Le ministère de la Justice sud-africain veut adopter une loi sur la cybersurveillance dont le contenu est vivement contesté par les associations de défense de la vie privée.
La tension monte sur le Web sud-africain. Objet de cette grogne : le projet de loi sur la cybersurveillance que prépare le ministère de la Justice. Publié le 17 juillet, le texte du projet de loi devait être soumis jusqu’au 13 août aux commentaires du public et des associations. Un délai, estiment ces dernières, un peu court pour contester un projet de loi. Outre une extension du délai de concertation, les associations tentent aujourd’hui d’obtenir des modifications dans le texte.
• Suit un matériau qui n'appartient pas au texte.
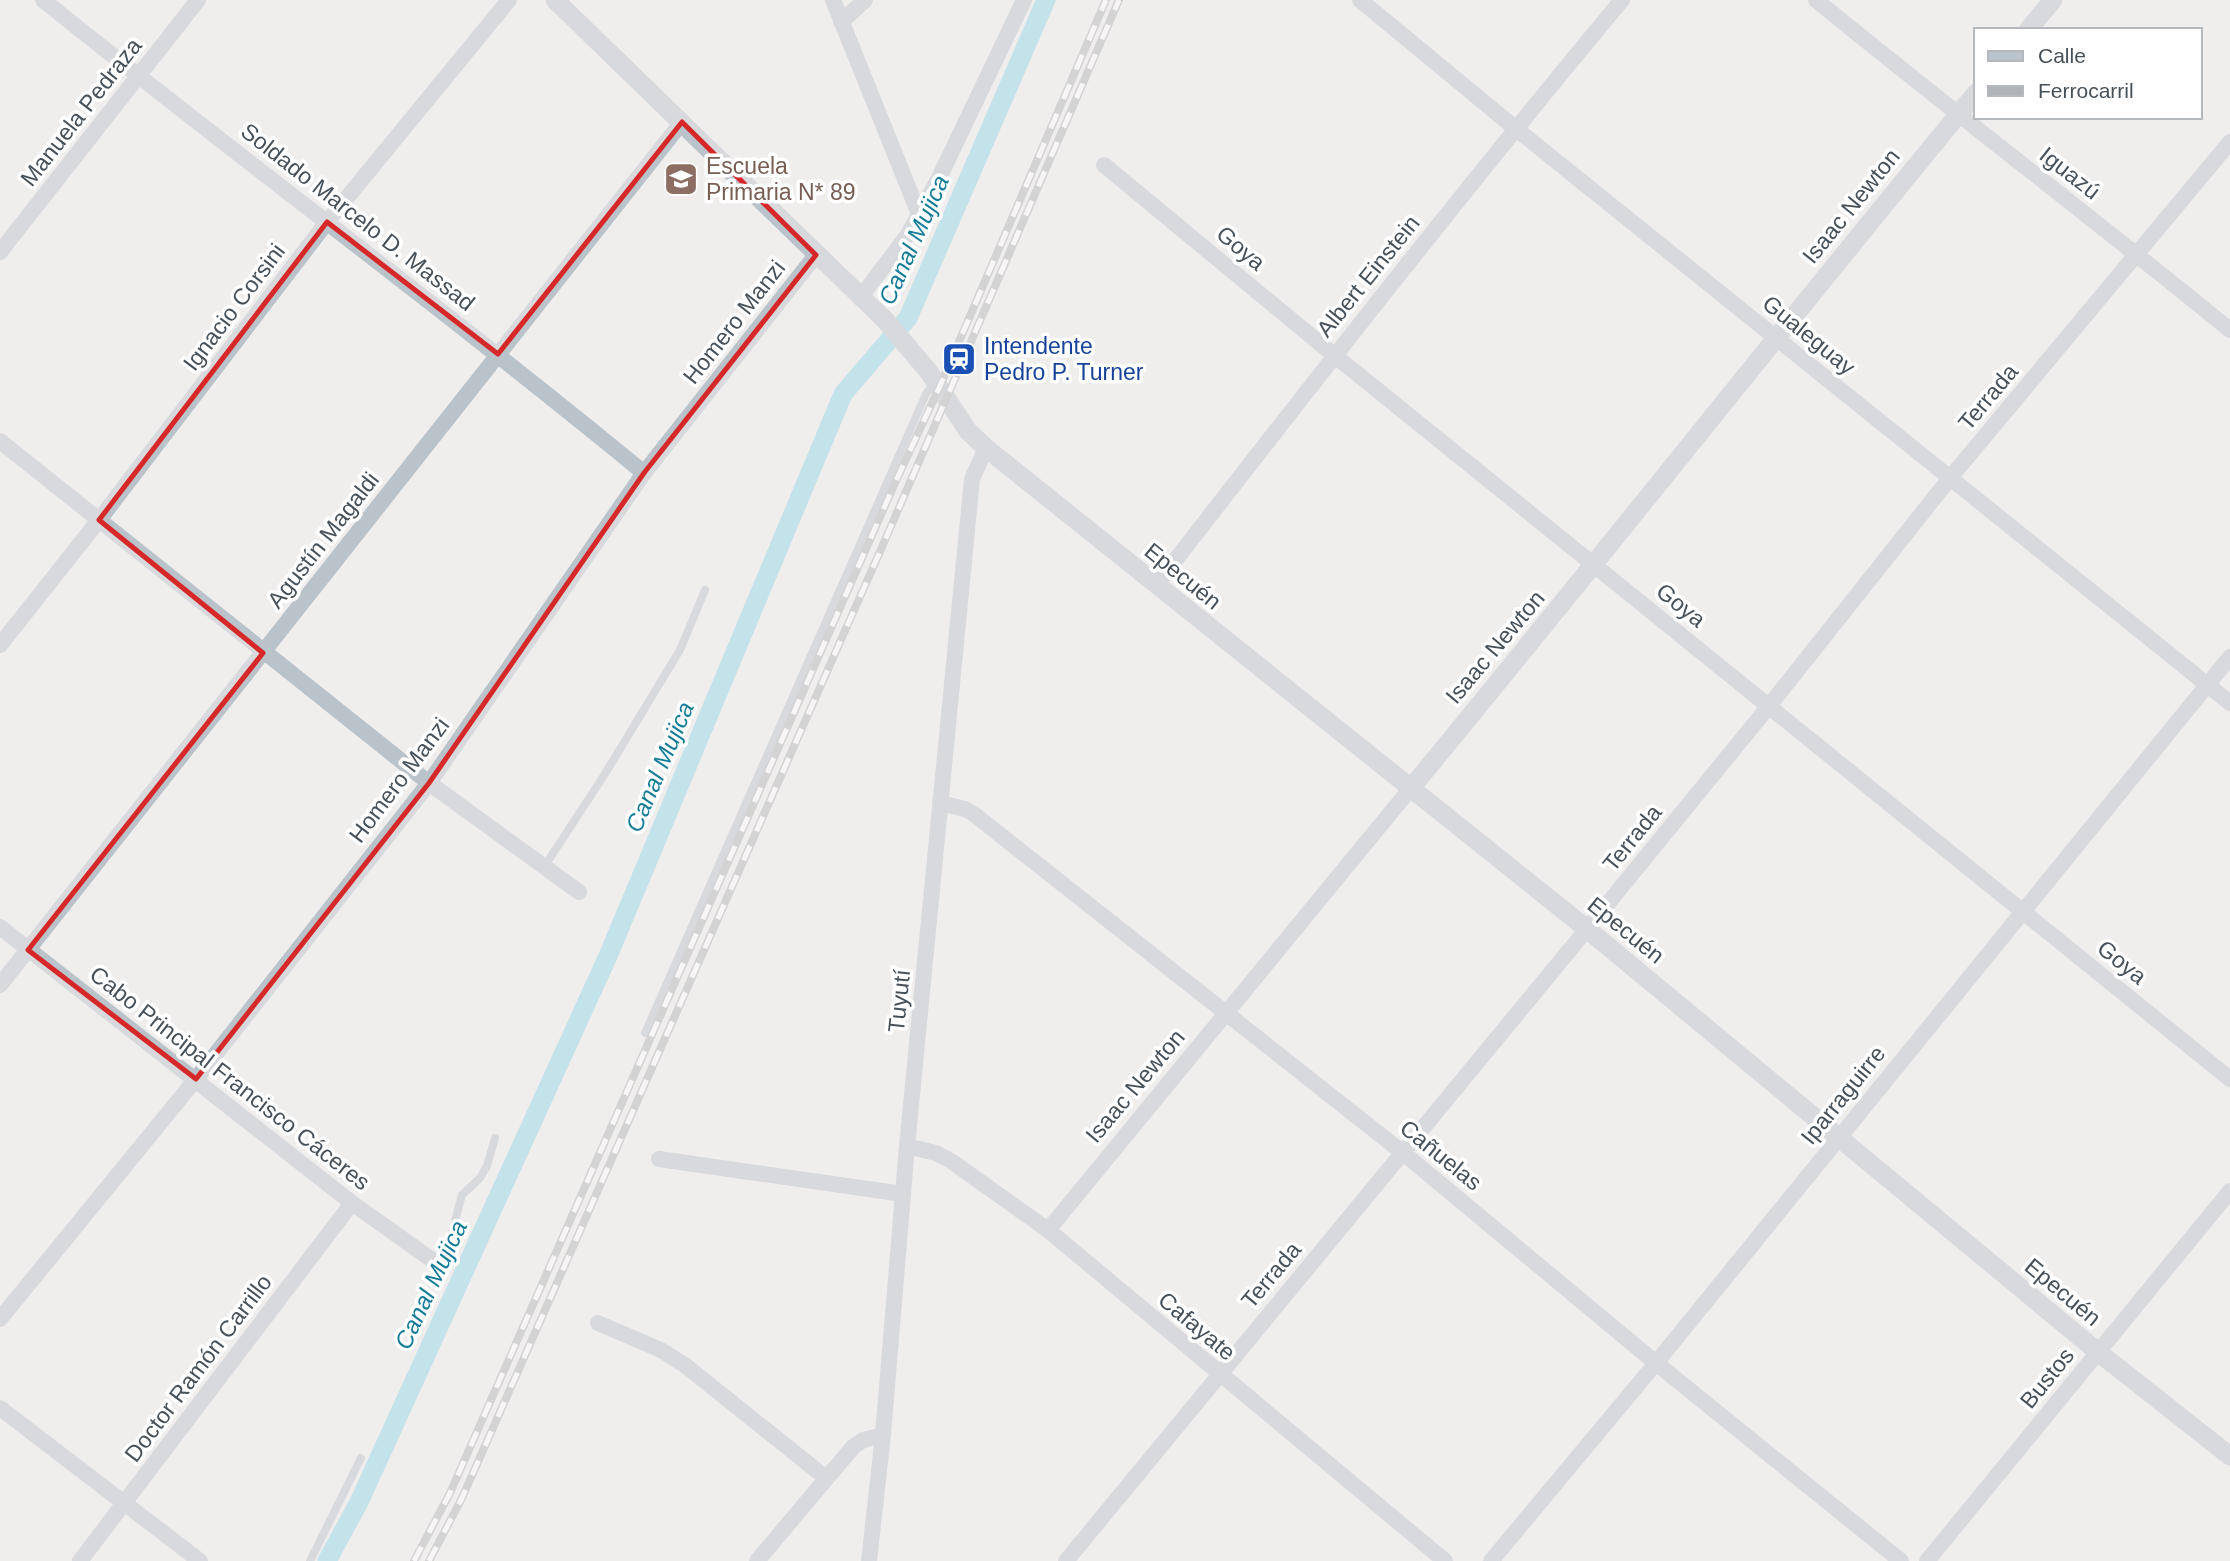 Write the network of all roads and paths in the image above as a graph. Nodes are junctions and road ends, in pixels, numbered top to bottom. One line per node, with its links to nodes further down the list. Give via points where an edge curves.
1 (43, 0): 14 (street, Soldado Marcelo D. Massad)
2 (198, 0): 14 (street, Manuela Pedraza)
3 (509, 0): 22 (street, Ignacio Corsini)
4 (555, 0): 17 (street, Epecuén)
5 (833, 0): 12 (street)
6 (865, 0): 12 (street)
7 (1024, 0): 21 (street)
8 (1360, 0): 18 (street, Gualeguay)
9 (1622, 0): 18 (street, Albert Einstein)
10 (1816, 0): 16 (street, Iguazú)
11 (2053, 0): 13 (street)
12 (841, 22): 21 (street)
13 (2030, 28)
14 (138, 76): 22 (street, Soldado Marcelo D. Massad); 23 (street, Manuela Pedraza)
15 (1974, 95): 16 (street, Isaac Newton)
16 (1958, 115): 24 (street, Iguazú); 28 (street, Isaac Newton)
17 (682, 122): 25 (street, Epecuén); 29 (street, Agustín Magaldi)
18 (1515, 128): 28 (street, Gualeguay); 30 (street, Albert Einstein)
19 (2230, 142): 24 (street, Terrada)
20 (1104, 165): 30 (street, Goya)
21 (919, 214): 26 (street)
22 (327, 222): 29 (street, Soldado Marcelo D. Massad); 36 (street, Ignacio Corsini)
23 (0, 252)
24 (2138, 254): 27 (street, Iguazú); 35 (street, Terrada)
25 (816, 255): 26 (street, Epecuén); 34 (street, Homero Manzi)
26 (860, 298): 31 (street, Epecuén)
27 (2230, 330)
28 (1776, 337): 35 (street, Gualeguay); 37 (street, Isaac Newton)
29 (498, 354): 34 (street, Soldado Marcelo D. Massad); 41 (street, Agustín Magaldi)
30 (1334, 355): 37 (street, Goya); 38 (street, Albert Einstein)
31 (934, 381): 33 (street, Epecuén); 57 (lane)
32 (0, 441): 36 (street)
33 (986, 448): 38 (street, Epecuén); 48 (street, Tuyutí, via 972,479)
34 (644, 473): 46 (street, Homero Manzi)
35 (1950, 478): 43 (street, Gualeguay); 45 (street, Terrada)
36 (99, 520): 40 (street, Ignacio Corsini); 41 (street)
37 (1595, 565): 45 (street, Goya); 47 (street, Isaac Newton)
38 (1156, 585): 47 (street, Epecuén)
39 (705, 590): 49 (lane, via 680,650)
40 (0, 645)
41 (263, 653): 46 (street); 54 (street, Agustín Magaldi)
42 (2230, 657): 43 (street, Iparraguirre)
43 (2208, 685): 44 (street, Gualeguay); 51 (street, Iparraguirre)
44 (2230, 703)
45 (1769, 706): 51 (street, Goya); 53 (street, Terrada)
46 (429, 783): 49 (street); 58 (street, Homero Manzi)
47 (1411, 788): 53 (street, Epecuén); 56 (street, Isaac Newton)
48 (940, 803): 56 (street, Cañuelas, via 975,815); 62 (street, Tuyutí)
49 (544, 867): 50 (street)
50 (579, 892)
51 (2024, 911): 59 (street, Goya); 60 (street, Iparraguirre)
52 (0, 927): 54 (street, Cabo Principal Francisco Cáceres)
53 (1587, 929): 60 (street, Epecuén); 63 (street, Terrada)
54 (29, 950): 55 (street, Agustín Magaldi); 58 (street, Cabo Principal Francisco Cáceres)
55 (0, 985)
56 (1227, 1013): 63 (street, Cañuelas); 68 (street, Isaac Newton)
57 (645, 1033)
58 (195, 1079): 67 (street, Cabo Principal Francisco Cáceres); 70 (street, Homero Manzi)
59 (2230, 1079)
60 (1839, 1137): 72 (street, Epecuén); 73 (street, Iparraguirre)
61 (495, 1138): 69 (lane, via 483,1172 462,1195 447,1251)
62 (907, 1146): 66 (street, Tuyutí); 68 (street, Cafayate, via 951,1161)
63 (1402, 1152): 73 (street, Cañuelas); 74 (street, Terrada)
64 (659, 1159): 66 (street)
65 (2230, 1191): 72 (street, Bustos)
66 (903, 1194): 76 (street, Tuyutí)
67 (352, 1203): 69 (street, Cabo Principal Francisco Cáceres); 80 (street, Doctor Ramón Carrillo)
68 (1048, 1230): 74 (street, Cafayate)
69 (435, 1262)
70 (0, 1319)
71 (598, 1323): 79 (street, via 687,1366)
72 (2098, 1352): 77 (street, Epecuén); 90 (street, Bustos)
73 (1656, 1363): 88 (street, Iparraguirre); 89 (street, Cañuelas)
74 (1219, 1374): 86 (street, Terrada); 87 (street, Cafayate)
75 (0, 1408): 80 (street)
76 (883, 1435): 79 (street, via 853,1447); 85 (street, Tuyutí)
77 (2230, 1456)
78 (360, 1458): 83 (lane)
79 (826, 1478): 84 (street)
80 (124, 1504): 81 (street, Doctor Ramón Carrillo); 82 (street)
81 (80, 1561)
82 (200, 1561)
83 (310, 1561)
84 (757, 1561)
85 (869, 1561)
86 (1066, 1561)
87 (1445, 1561)
88 (1491, 1561)
89 (1901, 1561)
90 (1927, 1561)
Car pour le Media Institute of Southern Africa (MISA), un organisme non gouvernemental de promotion d’une presse libre et indépendante, et le Freedom Of Expression Institute (FXI), ce projet de loi représente un danger tant pour le respect de la vie privée des citoyens que pour le développement d’Internet et des nouvelles technologies en Afrique du Sud. Interview de Raymond Louw, l’un des membres du comité directeur du MISA.
L’Afrique du Sud dispose déjà d’une loi de sécurité sur l’interception des communications (Interception and Monitoring Prohibition Act) depuis 1992. Quel est l’objet de ce nouveau texte de loi ?
Le gouvernement a jugé qu’il avait besoin de se doter d’une nouvelle régulation pour étendre les dispositions de la loi existante aux nouveaux moyens de communication comme l’Internet, les mails et surtout les téléphones mobiles.
Depuis le 13 août, avez-vous réussi à obtenir une extension du délai de concertation sur la loi ?
Le Freedom Of Expression Institute, le SANEF (South Africa national Editor’s forum) et nous-mêmes (le MISA) avons obtenu une promesse verbale du ministère de la Justice. Mais cette réponse n’est pas satisfaisante car il ne s’agit pas d’une permission manuscrite et officielle. Nous attendons une notification d’extension du délai officiel.
Quelles dispositions de la loi contestez-vous exactement ?
La loi est assez imprécise. Elle permet aux officiers de police et aux responsables du ministère de la Justice de mettre en œuvre une procédure d’écoute dès lors qu’il existe une présomption satisfaisante d’offenses sérieuses ou de menaces envers le gouvernement et la sécurité de l’...tat. Le problème est que ces "offenses" ne sont pas définies, même de façon minime.
Le texte prévoit quand même que les autorités aient recours au dispositif d’écoute après l’accord d’un juge ?
Oui, la requête auprès d’un juge est supposé être un garde-fou [une disposition d’ailleurs déjà présente dans la loi de 1992, NDLR], mais la nouvelle loi laisse trop de possibilités de contourner ces restrictions, justement à cause de ce manque de définitions des présomptions de crimes. Par exemple, si un responsable de police assure que l’affaire sur laquelle il enquête représente une menace pour la sécurité nationale - entre nous, quelle est la définition d’une "menace pour la sécurité de l’...tat ? - le juge n’a plus qu’à être convaincu de l’importance de l’enquête pour donner son accord. C’est une des présomptions dont les autorités pourraient abuser. De la même façon, ce manque de précision laisse trop de marges de manœuvre aux autorités pour surveiller les médias sud-africains. La lutte pour une presse indépendante et libre est très active en Afrique du Sud.
En quoi la loi peut-elle compromettre le développement du Net en Afrique du Sud ?
Elle oblige tous les fournisseurs d’accès à s’équiper, à leurs frais, pour être en mesure de répondre à des enquêtes sur leurs clients. Le gouvernement peut imposer les techniques d’écoutes. Les sociétés vont donc augmenter le prix des connexions et de leurs services. De plus, si un service de télécommunication n’est pas en mesure de permettre des écoutes, il devra fermer.